There is a rare joy that comes from discovering a treasure of a book that you’re sure few have ever heard about. It’s like you’re in on a delicious little secret, and it makes a good book even better. It feels like it is increasingly difficult to find these rare gems, and once you do, you become a sort of evangelist, telling everyone who will listen: “You gotta read this!” That’s what happened to me when I discovered the fiction of Russell Kirk.
I first mentioned him here in the rabbit room on Halloween when I posted my review of his book of ghostly tales, Ancestral Shadows. A devout Christian man, Kirk was described by both Time and Newsweek as one of America’s leading thinkers and is widely regarded as the father of the modern conservative movement, having written many political essays and books that have helped to shape America, the best known among these being The Conservative Mind. Among other things, he is also the only American to hold the highest arts degree (earned) of the senior Scottish university—doctor of letters of St. Andrews. Well, if this all sounds boring to you, just wait.
You see, in his spare time Kirk would put his considerable powers of erudition to the task of writing ghostly tales and thrillers for his own enjoyment and as experiments in “recovering the moral imagination.” His work is similar to Tolkien, Lewis, and G.K. Chesterton in that there are deep convictions and a theology guiding his stories. These deep moorings both anchor his work and give it wings. I’m not one to usually read ghost tales, but with Kirk there is the assurance that he isn’t going to take you anyplace that will leave you feeling sullied or demonized. Make no mistake, his stories are delightfully chilling, but they play out in a very moral universe and testify to redemption, retribution, and hope.

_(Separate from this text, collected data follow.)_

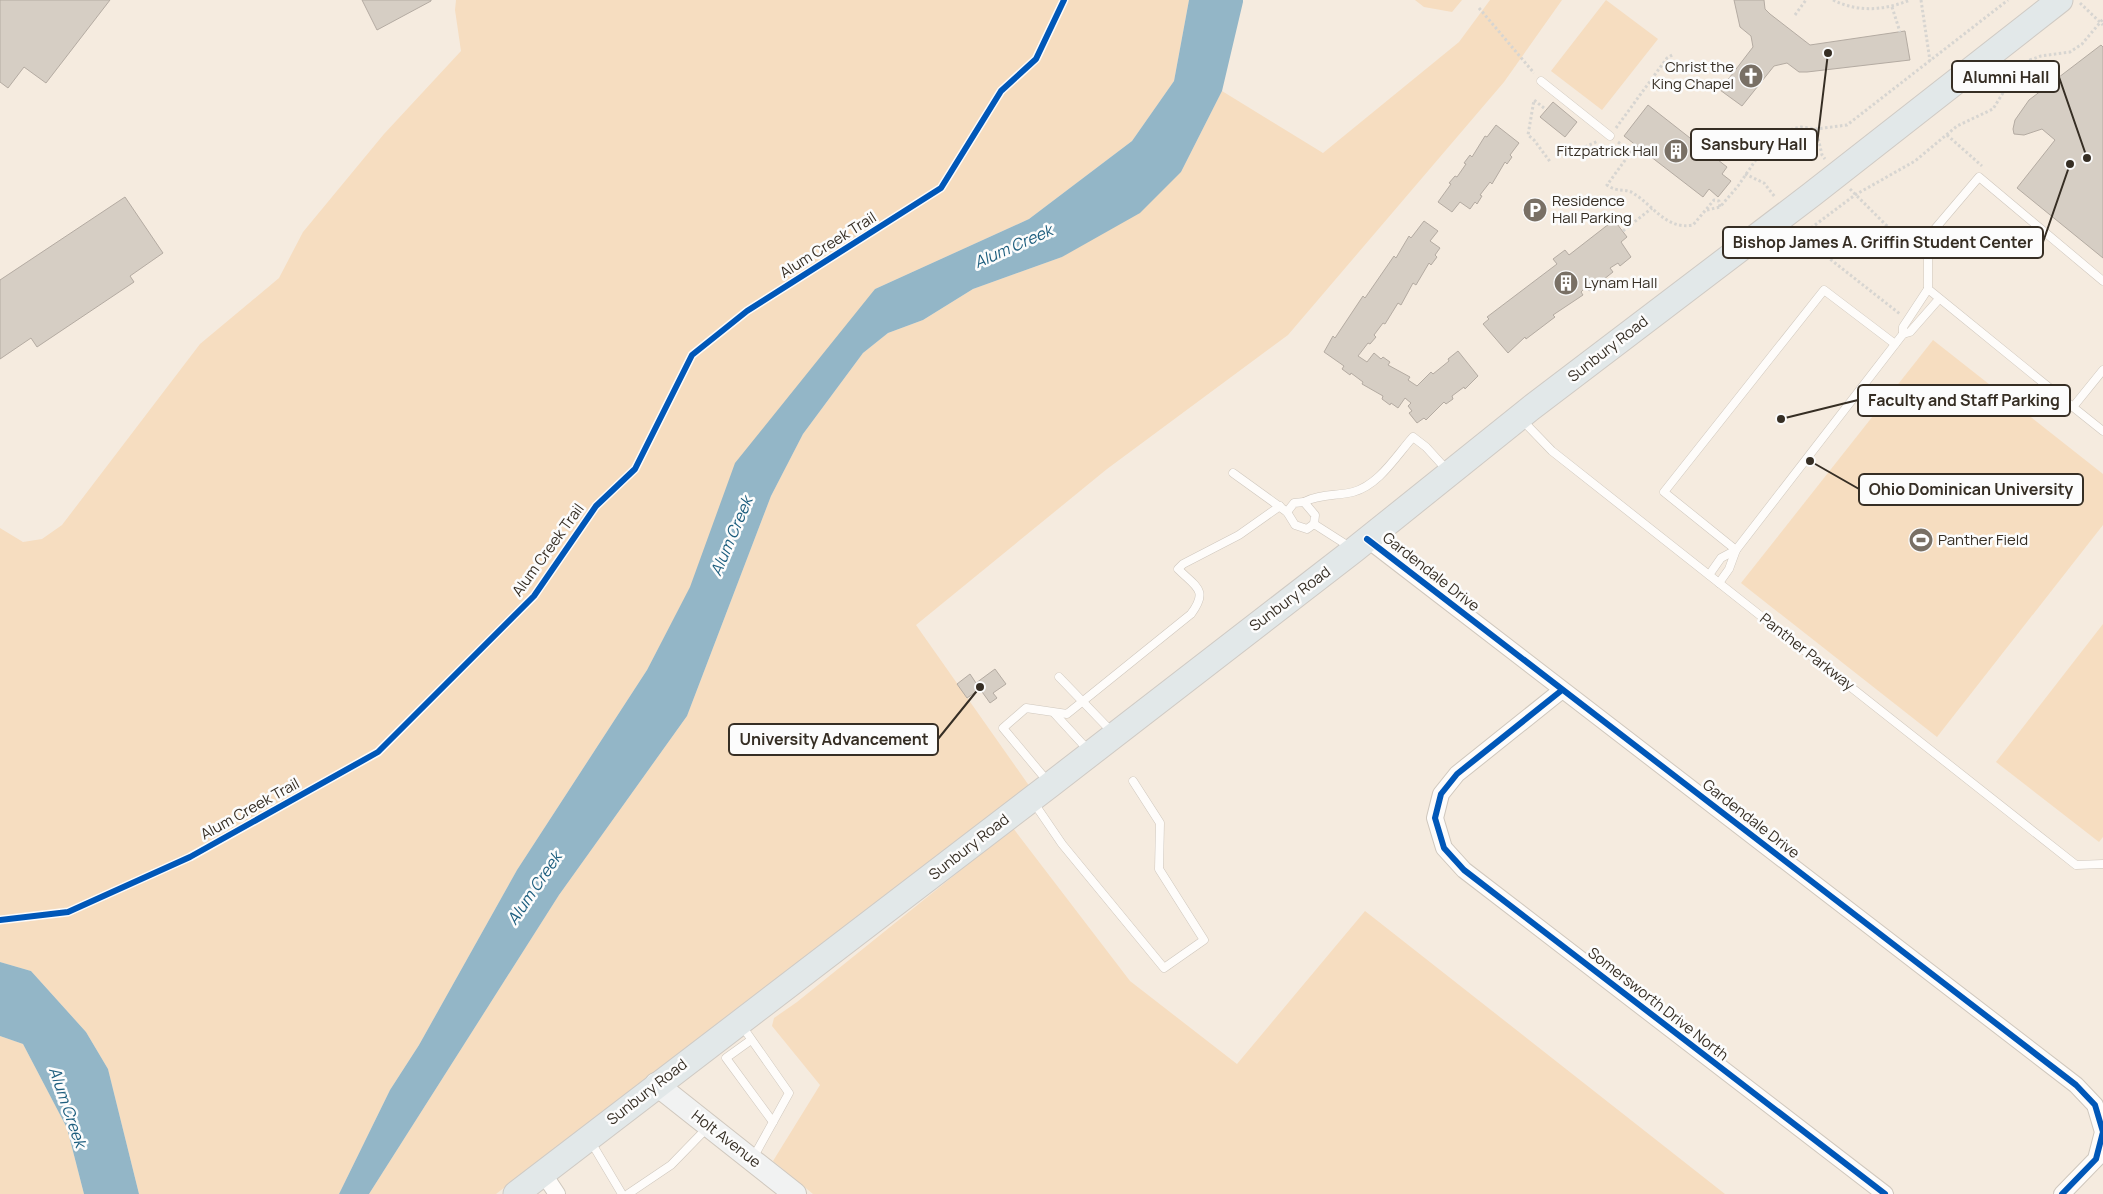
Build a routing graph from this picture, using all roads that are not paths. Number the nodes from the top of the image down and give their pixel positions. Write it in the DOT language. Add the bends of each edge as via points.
graph roads {
  1 [pos="2060,0"];
  2 [pos="1541,81"];
  3 [pos="1610,136"];
  4 [pos="2103,281"];
  5 [pos="1928,289"];
  6 [pos="1939,299"];
  7 [pos="1903,334"];
  8 [pos="1895,344"];
  9 [pos="2103,370"];
  10 [pos="2073,408"];
  11 [pos="1520,418"];
  12 [pos="2103,432"];
  13 [pos="1233,473"];
  14 [pos="1451,474"];
  15 [pos="1304,502"];
  16 [pos="1280,506"];
  17 [pos="1287,512"];
  18 [pos="1314,524"];
  19 [pos="1360,544"];
  20 [pos="1736,550"];
  21 [pos="1709,575"];
  22 [pos="1719,583"];
  23 [pos="1060,678"];
  24 [pos="1562,690"];
  25 [pos="1083,701"];
  26 [pos="1055,714"];
  27 [pos="1115,734"];
  28 [pos="1091,753"];
  29 [pos="1133,781"];
  30 [pos="1041,792"];
  31 [pos="2103,864"];
  32 [pos="746,1032"];
  33 [pos="656,1084"];
  34 [pos="773,1122"];
  35 [pos="709,1126"];
  36 [pos="2103,1132"];
  37 [pos="589,1138"];
  38 [pos="752,1160"];
  39 [pos="543,1173"];
  40 [pos="516,1194"];
  41 [pos="557,1194"];
  42 [pos="622,1194"];
  43 [pos="628,1194"];
  44 [pos="795,1194"];
  45 [pos="1885,1194"];
  46 [pos="2062,1194"];
  1 -- 11 [label="main road, Sunbury Road"];
  2 -- 3 [label="lane"];
  4 -- 5 [label="lane" via="1979,177 1928,236"];
  5 -- 6 [label="lane"];
  5 -- 7 [label="lane" via="1903,327"];
  6 -- 7 [label="lane" via="1910,332"];
  6 -- 10 [label="lane"];
  7 -- 8 [label="lane"];
  8 -- 20 [label="lane"];
  8 -- 20 [label="lane" via="1824,290 1664,492"];
  9 -- 10 [label="lane"];
  10 -- 12 [label="lane"];
  11 -- 14 [label="main road, Sunbury Road"];
  11 -- 21 [label="lane, Panther Parkway" via="1552,451"];
  13 -- 16 [label="lane"];
  14 -- 15 [label="lane" via="1413,437 1390,465 1363,488 1335,496 1314,497"];
  14 -- 19 [label="main road, Sunbury Road"];
  15 -- 17 [label="lane" via="1294,503"];
  15 -- 18 [label="lane" via="1315,515"];
  16 -- 17 [label="lane"];
  16 -- 25 [label="lane" via="1239,535 1183,564 1178,569 1201,596 1191,614"];
  17 -- 18 [label="lane" via="1295,525 1307,529"];
  18 -- 19 [label="lane"];
  19 -- 24 [label="street, Gardendale Drive"];
  19 -- 27 [label="main road, Sunbury Road"];
  20 -- 21 [label="lane" via="1721,558"];
  20 -- 22 [label="lane"];
  21 -- 22 [label="lane, Panther Parkway"];
  22 -- 31 [label="lane, Panther Parkway" via="2076,866"];
  23 -- 25 [label="lane"];
  24 -- 36 [label="street, Gardendale Drive" via="2076,1085 2095,1105"];
  24 -- 45 [label="street, Somersworth Drive North" via="1457,774 1441,794 1435,818 1444,848 1464,870"];
  25 -- 26 [label="lane" via="1067,714"];
  25 -- 27 [label="lane"];
  26 -- 28 [label="lane"];
  26 -- 30 [label="lane" via="1026,708 1002,728"];
  27 -- 28 [label="main road, Sunbury Road"];
  28 -- 30 [label="main road, Sunbury Road"];
  29 -- 30 [label="lane" via="1160,823 1159,869 1204,940 1164,968 1062,844"];
  30 -- 32 [label="main road, Sunbury Road"];
  32 -- 33 [label="main road, Sunbury Road"];
  32 -- 34 [label="lane" via="789,1093"];
  32 -- 34 [label="lane" via="726,1058"];
  33 -- 35 [label="street, Holt Avenue"];
  33 -- 37 [label="main road, Sunbury Road"];
  34 -- 38 [label="lane"];
  35 -- 38 [label="street, Holt Avenue"];
  35 -- 43 [label="lane" via="671,1165"];
  36 -- 46 [label="street" via="2096,1159"];
  37 -- 39 [label="main road, Sunbury Road"];
  37 -- 42 [label="lane"];
  38 -- 44 [label="street, Holt Avenue"];
  39 -- 40 [label="main road, Sunbury Road"];
  39 -- 41 [label="street"];
}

After reading Ancestral Shadows, I was happy to discover Old House Of Fear – a novel that outsold all his other books combined. Old House Of Fear is a gothic romance that follows the adventure of Lawyer Hugh Logan who leaves Michigan on an errand for his Scots-born industrialist friend Duncan MacAskival to purchase from a Lady MacAskival the Island of Carnglass in the Hebrides off of Scotland and the Old House of Fear which is perched there. It’s not long before Logan encounters dangerous interference making it clear that there is more to this business in Carnglass than meets the eye.
With its heavy mists, unyielding cliff walls, and a deadly reef of “needles” surrounding it, the island is as forbidding as it is remote. After overcoming incredible odds to merely reach the island, the worst still lay ahead for Logan as he discovers that the island and Lady MacAskival are now under the control of a kind of Marxist warlock named Dr. Jackman – an extremist political refugee and evil genius with “a third eye” in the middle of his forehead, a scar from a war wound that ought to have taken his life. It’s soon clear that Jackman has dark plans for The Old House Of Fear and it’s inhabitants, including the captive young Mary MacAskival.
On one level, this is just a rousing thrill of a little book, but it’s also more than that if you care to dig deeper. “What Kirk has actually achieved is a political morality tale. For all the apparent ectoplasm floating about it, the Old House of Fear is haunted not by ghosts but by the shadow of the welfare state,” wrote Time in 1960. The good news is that the book never feels like it has an agenda and like the best of G.K. Chesterton’s novels is just an exciting tale well told.
If you’re in the mood for a thrilling mystery set on a misty Scottish Island in an imposing castle where bogles may roam the corridors, haunted eyes gleam in the dark, trap doors beneath the cellar give way to curiously deformed skeletons, and theatrical baddies hatch diabolical plans while an unlikely hero and heroine (did I fail to mention that this is in part a love story as well?) try to thwart their plot before perishing on the island, then Old House Of Fear is for you. It’s also a book that is as intelligent as it is entertaining, offering a “microcosm of modern existence” as it pits the philosophies of its chief characters against each other.
Oh yeah, and it’s just good clean fun, too. C’mon, give it a chance – and then let me know what you think of it!